5 Le fait qu’il y ait “deux états”, c’est-à-dire deux orientations fondamentales de l’âme, l’une vers la délivrance, l’autre vers la jouissance, est vu comme une preuve de la réalité du “lien”. Paradoxalement, si le “désir de jouissance” n’était pas présent dans l’âme, le “désir de délivrance” ne le serait pas davantage car l’âme serait déjà concrètement identique à Śiva.
6 Litt : “aux cinq flux” ; allusion aux modalités de l’émanation originelle de la Science à partir de Śiva.
7 Tattvatrayanirṇaya, 11.
8 Allusion à un dicton populaire : les éléphants, après s’être baignés, aiment se rouler dans la boue, anéantissant ainsi (du moins, d’un point de vue anthropomorphique !) le bénéfice de leur bain.
9 Svāyambhuvāgama, vidyāpaṭala, pasuvicārapaṭala, śl. 1 (I.F.I., T. 39, p. 119).

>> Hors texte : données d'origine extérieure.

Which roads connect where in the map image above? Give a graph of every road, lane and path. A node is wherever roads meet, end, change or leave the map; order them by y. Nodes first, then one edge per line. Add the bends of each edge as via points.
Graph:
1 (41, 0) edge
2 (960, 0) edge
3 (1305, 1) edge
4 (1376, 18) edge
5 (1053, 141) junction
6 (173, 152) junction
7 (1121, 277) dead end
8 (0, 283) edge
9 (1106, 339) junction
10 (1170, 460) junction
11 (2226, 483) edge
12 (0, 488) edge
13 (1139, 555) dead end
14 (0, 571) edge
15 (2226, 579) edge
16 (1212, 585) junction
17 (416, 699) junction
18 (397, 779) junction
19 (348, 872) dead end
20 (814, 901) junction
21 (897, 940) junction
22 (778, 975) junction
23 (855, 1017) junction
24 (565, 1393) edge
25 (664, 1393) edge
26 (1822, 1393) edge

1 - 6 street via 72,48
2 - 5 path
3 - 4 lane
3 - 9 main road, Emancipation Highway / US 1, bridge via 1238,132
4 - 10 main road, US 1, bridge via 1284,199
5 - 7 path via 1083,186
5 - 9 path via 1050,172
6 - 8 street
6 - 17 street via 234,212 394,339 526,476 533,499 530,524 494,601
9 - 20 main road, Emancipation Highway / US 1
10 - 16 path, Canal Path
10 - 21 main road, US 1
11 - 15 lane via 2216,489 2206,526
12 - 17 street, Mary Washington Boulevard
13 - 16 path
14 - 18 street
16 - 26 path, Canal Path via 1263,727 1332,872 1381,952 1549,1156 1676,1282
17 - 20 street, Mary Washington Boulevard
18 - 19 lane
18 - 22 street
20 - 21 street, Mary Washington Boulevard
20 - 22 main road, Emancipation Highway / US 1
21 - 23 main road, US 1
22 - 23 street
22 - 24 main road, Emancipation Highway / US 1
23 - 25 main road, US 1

10 C’est ici qu’apparaît le plus clairement la véritable fonction de la tirodhānaśakti. Le Seigneur travaille à la délivrance des âmes d’abord en renforçant les liens, lesquels ne sont pour lui que moyens (upāya) ou occasions. La délivrance n’ayant de sens que par rapport à la souillure originelle, il convient avant tout de faire cesser le “règne” de cette souillure (malādhikāra). Or, pour cela, il est nécessaire que la souillure elle-même développe ses propres potentialités. Mais celle-ci, comme toute chose inerte et non-pensante, doit être dirigée par une instance consciente (cf. śl. 17 : sarvathā sarvadā yasmāc citprayojyam acetanam) qui ne peut être, en l’occurence, que le Seigneur lui-même. D’où le sens profondément “miséricordieux” de l’opération par laquelle Il fouaille les âmes en “activant” leurs liens.
11 Traduction littérale. Le sens développé est probablement : “Il y a une indication donnée par un mantra qui s’énonce” “Īśānamrūdha” (il fait partie des cinq brahmamantra associés à Śiva, cf. SP I, p. XXXIII). On veut dire que l’association permanente entre “Īśāna” et “tête” est déjà perceptible dans la formulation même de ce mantra. Pour le rapport spécifique d’Īśāna à la Grâce, voir supra, p. 121.
12 On attendrait plutôt : “une inférence du type śeṣvat”, concluant de la partie au tout. L’idée est simplement que Śiva dispense sa Grâce à l’âme en tant que telle car c’est en tant que telle que la souillure la recouvre.